Die Gemeinde Sölden hat außerdem eine Bewilligung für ein Kraftwerk an der Venter Ache beantragt. Zumal die TIWAG für den Ausbau des Kraftwerks Kaunertal auch das Wasser aus der Venter Ache beziehen will, wurde auch in diesem Fall die Durchführung eines Widerstreitverfahrens nach dem Wasserrechtsgesetz beantragt. In einem derartigen Verfahren soll dann, wenn zwei oder mehrere Vorhaben nicht nebeneinander verwirklicht werden können, geklärt werden, welchem Vorhaben der Vorzug gebührt.

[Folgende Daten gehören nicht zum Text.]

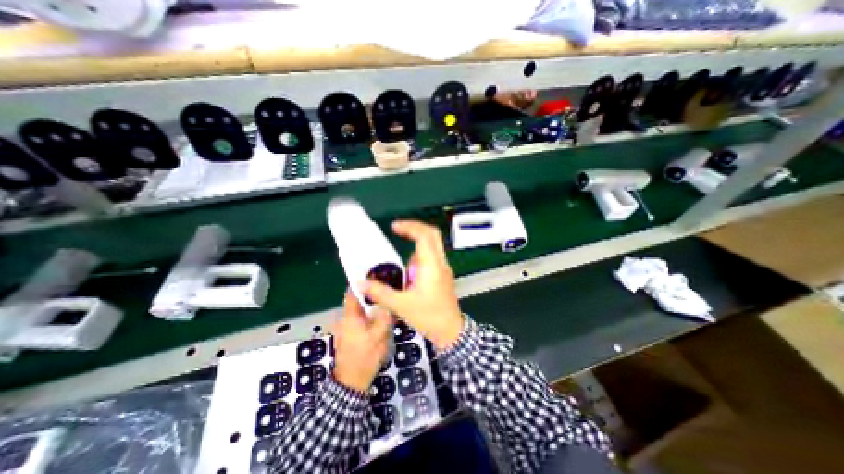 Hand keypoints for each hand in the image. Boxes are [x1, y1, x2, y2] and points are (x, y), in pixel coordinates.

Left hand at [333, 292, 391, 391]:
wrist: (351, 382)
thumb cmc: (364, 357)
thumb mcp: (378, 337)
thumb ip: (384, 317)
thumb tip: (389, 302)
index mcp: (350, 316)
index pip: (352, 292)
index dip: (363, 283)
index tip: (376, 276)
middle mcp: (346, 318)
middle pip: (358, 300)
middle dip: (371, 294)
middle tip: (387, 290)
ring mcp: (346, 327)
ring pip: (360, 309)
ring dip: (371, 305)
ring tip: (386, 302)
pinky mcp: (350, 334)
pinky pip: (360, 318)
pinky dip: (369, 315)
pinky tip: (380, 317)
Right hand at [357, 221, 459, 348]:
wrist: (451, 331)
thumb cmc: (429, 317)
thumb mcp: (401, 305)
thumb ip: (380, 293)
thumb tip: (361, 283)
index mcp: (431, 265)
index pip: (425, 235)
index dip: (410, 227)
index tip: (394, 227)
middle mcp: (440, 262)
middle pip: (432, 234)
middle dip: (415, 228)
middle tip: (398, 229)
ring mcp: (443, 268)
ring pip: (432, 245)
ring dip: (417, 244)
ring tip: (401, 255)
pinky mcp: (442, 274)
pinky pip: (431, 257)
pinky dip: (419, 255)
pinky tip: (408, 270) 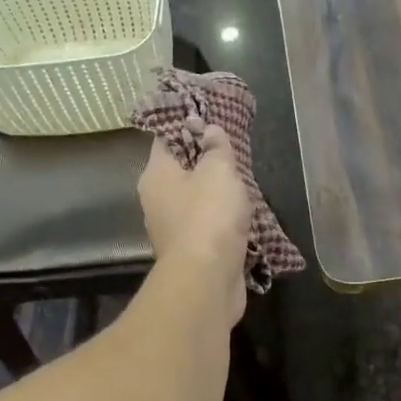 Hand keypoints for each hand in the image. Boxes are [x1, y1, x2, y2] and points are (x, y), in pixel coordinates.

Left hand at [137, 123, 250, 326]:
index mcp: (156, 175)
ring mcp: (172, 230)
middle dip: (206, 162)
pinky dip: (221, 221)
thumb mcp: (218, 171)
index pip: (166, 139)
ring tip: (244, 185)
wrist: (207, 280)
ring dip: (216, 195)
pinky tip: (241, 218)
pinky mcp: (190, 253)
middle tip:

Der zuständige Bundesminister hat den Antrag der Gemeinde Sölden auf Durchführung eines derartigen Widerstreitverfahrens zurückgewiesen. Begründet wurde diese Entscheidung damit, dass die Gemeinde Sölden mit dem Vorhaben an der Venter Ache bereits am Widerstreit betreffend ihr Vorhaben an der Gurgler Ache einerseits und dem besagten Antrag der TIWAG andererseits teilnehmen hätte müssen.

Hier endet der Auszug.